Una delle opere di Isgrò

L’estate nel Fermano, e in tutte le Marche, sarà caratterizzata da un’altra grande mostra d’arte che metterà in collegamento, con un progetto davvero interessante e innovativo, due artisti immensi: Emilio Isgrò e Osvaldo Licini.
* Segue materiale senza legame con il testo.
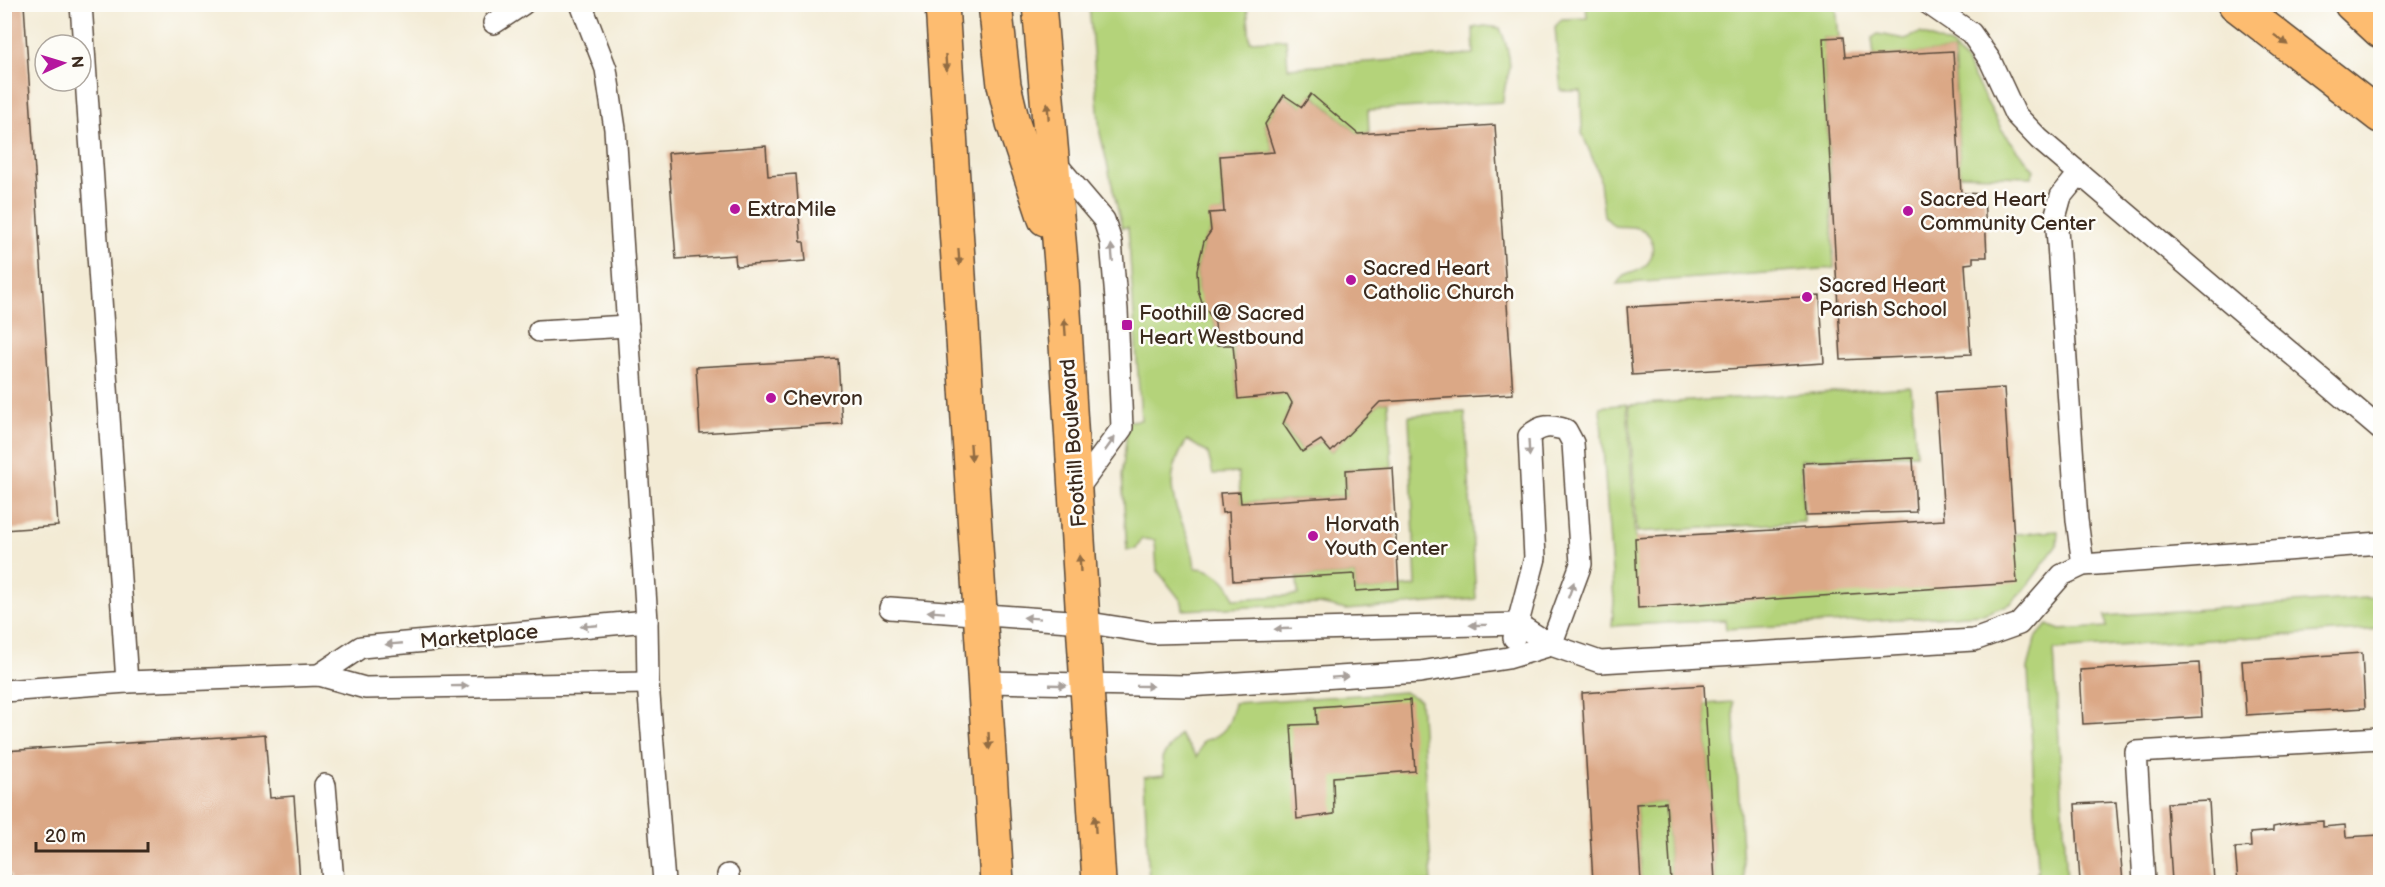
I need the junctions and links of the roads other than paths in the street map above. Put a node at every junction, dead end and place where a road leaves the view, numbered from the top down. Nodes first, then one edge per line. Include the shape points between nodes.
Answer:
1 (81, 4) edge
2 (523, 4) edge
3 (581, 4) edge
4 (942, 4) edge
5 (995, 4) edge
6 (1039, 4) edge
7 (1929, 4) edge
8 (2235, 4) edge
9 (2351, 4) edge
10 (494, 23) dead end
11 (2380, 31) edge
12 (2380, 116) edge
13 (1052, 159) junction
14 (2079, 174) junction
15 (1061, 263) junction
16 (628, 326) junction
17 (539, 331) dead end
18 (2380, 429) edge
19 (1076, 491) junction
20 (2380, 543) edge
21 (2083, 565) junction
22 (891, 608) dead end
23 (982, 615) junction
24 (647, 621) junction
25 (1083, 622) junction
26 (1518, 624) junction
27 (1551, 645) junction
28 (1508, 658) junction
29 (319, 675) junction
30 (127, 682) junction
31 (987, 682) junction
32 (648, 683) junction
33 (1087, 686) junction
34 (4, 691) edge
35 (2380, 738) edge
36 (325, 785) dead end
37 (333, 882) edge
38 (664, 882) edge
39 (997, 882) edge
40 (1099, 882) edge
41 (2144, 882) edge

1 - 30 lane
2 - 10 lane
3 - 16 lane via 606,69 615,129
4 -> 23 main road
5 - 15 main road via 1004,85 1013,123
13 -> 6 main road, Foothill Boulevard
7 - 14 lane via 1971,33 1990,60 2015,114
8 -> 12 main road
9 - 11 main road
13 - 15 main road, Foothill Boulevard
19 -> 13 lane via 1122,428 1117,310 1111,242 1104,220
14 - 18 lane
14 - 21 lane via 2061,196 2056,214
19 -> 15 main road, Foothill Boulevard
16 - 17 lane
16 - 24 lane
25 -> 19 main road, Foothill Boulevard
20 - 21 lane
21 - 27 lane via 2062,575 2019,624 1974,640 1600,662
23 -> 22 lane
25 -> 23 lane
23 - 31 main road
24 -> 29 lane, Marketplace via 361,647
24 - 32 lane
26 -> 25 lane via 1153,633
25 - 33 main road, Foothill Boulevard
26 - 27 lane
27 -> 26 lane via 1581,564 1573,442 1566,430 1550,426 1536,429 1529,436 1535,558
26 - 28 lane
27 - 28 lane
33 -> 28 lane via 1186,686 1408,672
29 - 30 lane
29 -> 32 lane via 365,687
30 - 34 lane
31 -> 33 lane
31 -> 39 main road
32 - 38 lane
40 -> 33 main road, Foothill Boulevard
35 - 41 lane via 2136,752
36 - 37 lane

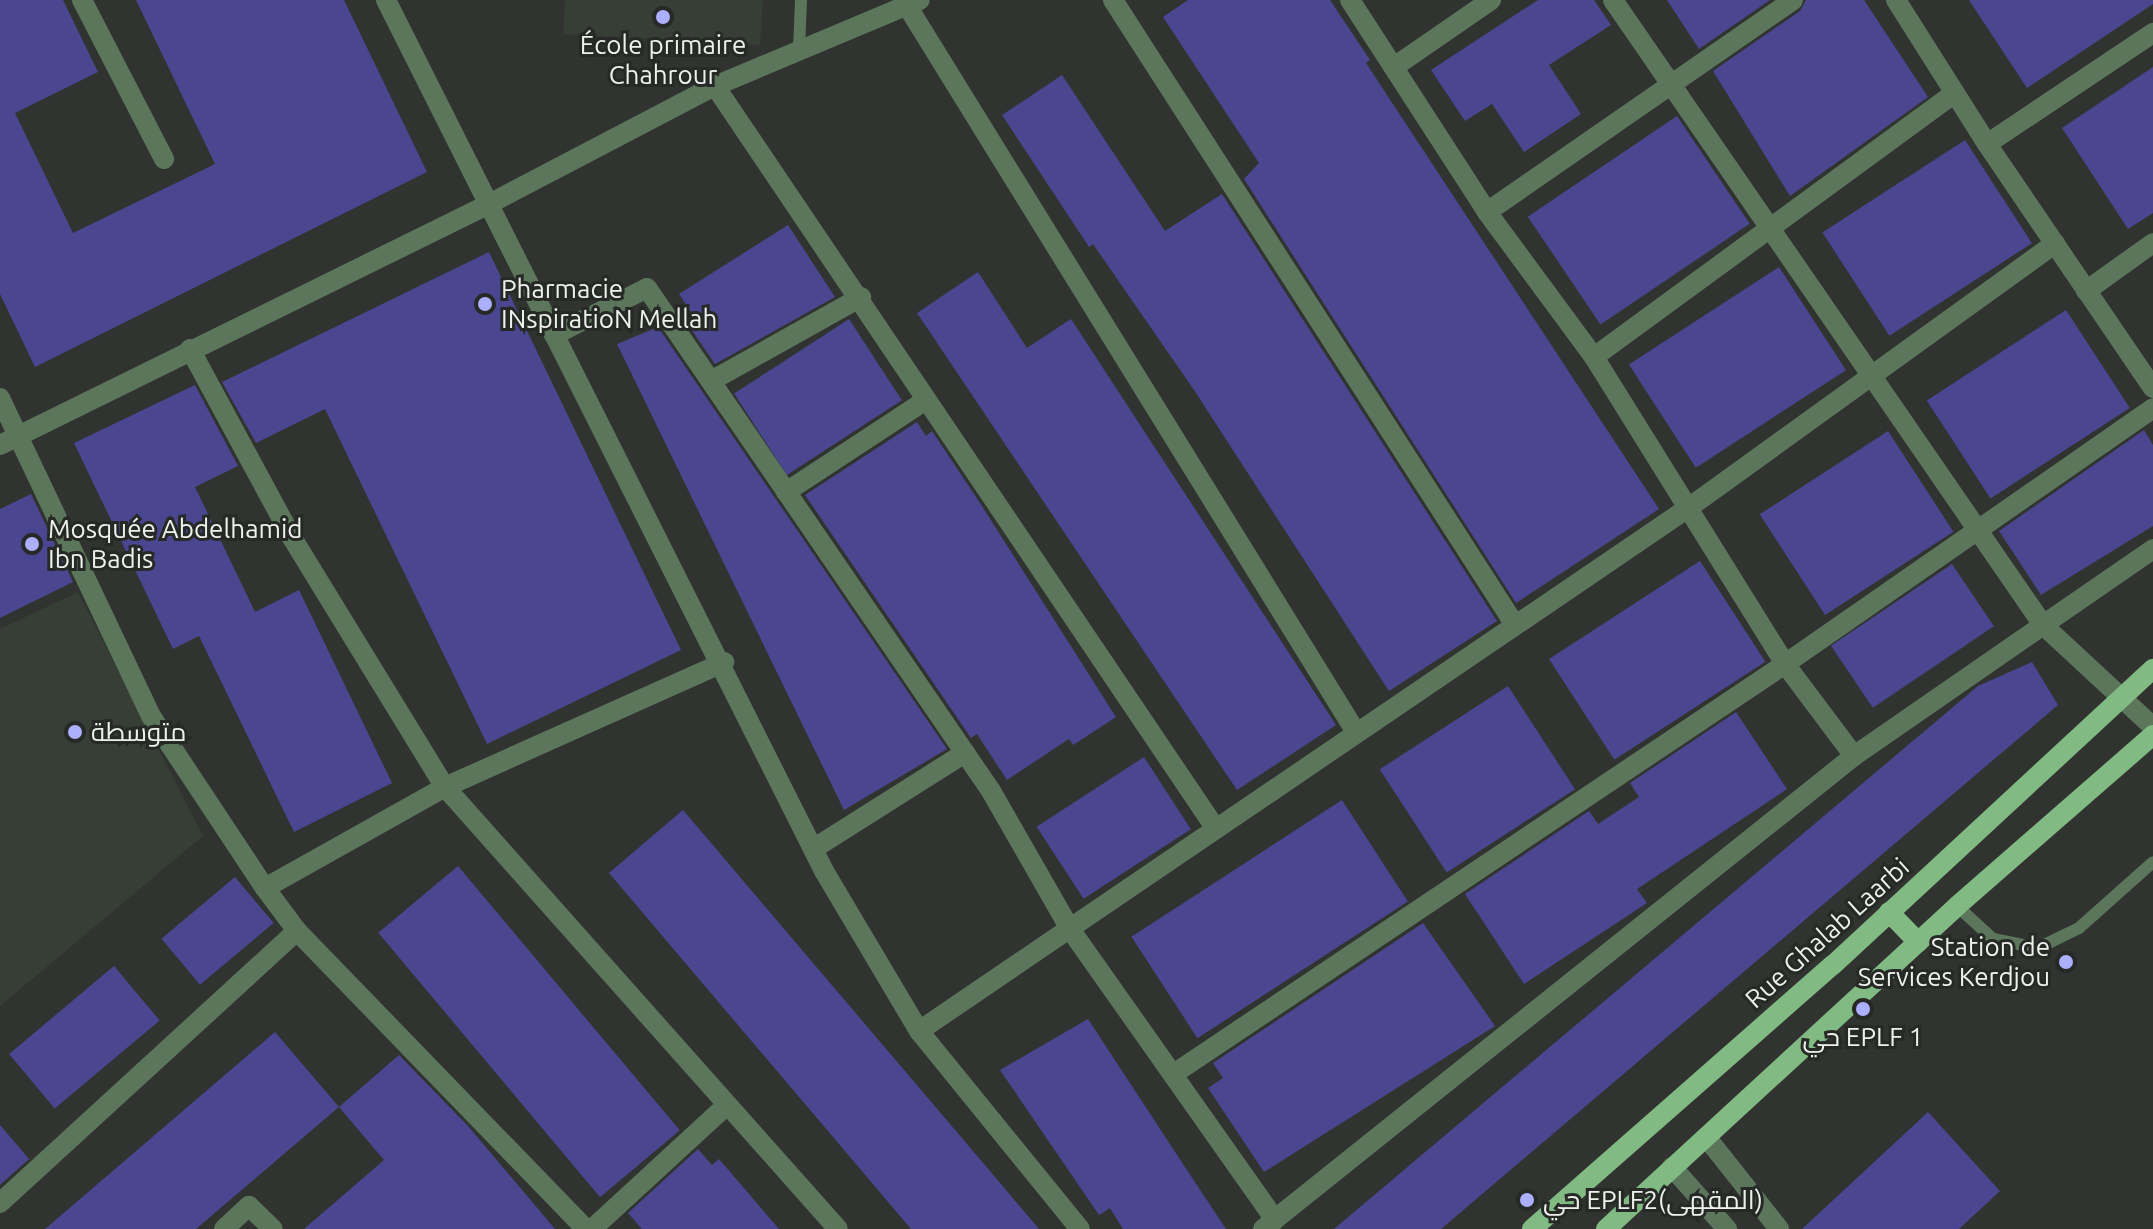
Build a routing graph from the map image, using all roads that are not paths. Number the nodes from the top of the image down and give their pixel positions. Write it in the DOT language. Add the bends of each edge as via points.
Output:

Verrà inaugurata il 21 luglio, a Monte Vidon Corrado, una personale di Emilio Isgrò nella Casa Museo e Centro Studi Osvaldo Licini. La mostra sarà curata da Daniela Simoni, presidente del Centro Studi Licini, e da Marco Bazzini già direttore del Centro per l’Arte Contemporanea Pecci di Prato e presidente dell’Isia di Firenze. Emilio Isgrò, 81 anni, nato a Barcellona di Sicilia, è artista concettuale e pittore ma anche poeta, scrittore, drammaturgo e regista. E’ uno dei nomi dell’arte italiana più conosciuti a livello internazionale tra XX e XXI secolo. E’ l’inventore delle famose cancellature. Vive e lavora a Milano salvo una parentesi a Venezia (1960-1967) come responsabile delle pagine culturali del Gazzettino. La mostra consiste in un percorso cronologico dagli anni Settanta ad oggi con le opere più significative dell’artista. Isgrò ha accolto con entusiasmo la proposta di questa esposizione e soprattutto il contatto con Osvaldo Licini. Che cosa unisce questi due immensi artisti pur nella differenza dei loro lavori? «Il rapporto tra la scrittura e le arti visive, – hanno detto i curatori – la valenza filosofica e ideologica della cancellatura, la critica alla cultura borghese, la sostanziale indipendenza da gruppi artistici e l’assoluta libertà intellettuale, l’arma dell’ironia». «In tutti questi anni – ha affermato Isgrò accogliendo l’idea del progetto – ho cercato di fare della mia ricerca artistica e dell’Arte Cancellatoria uno strumento di lettura della contemporaneità capace di ascoltare il mondo che ci circonda e di essere ascoltata. Proprio l’indipendenza intellettuale ha permesso a me, così come a Licini, di maturare una sensibilità non comune che si trasmette alle opere e arriva al grande pubblico».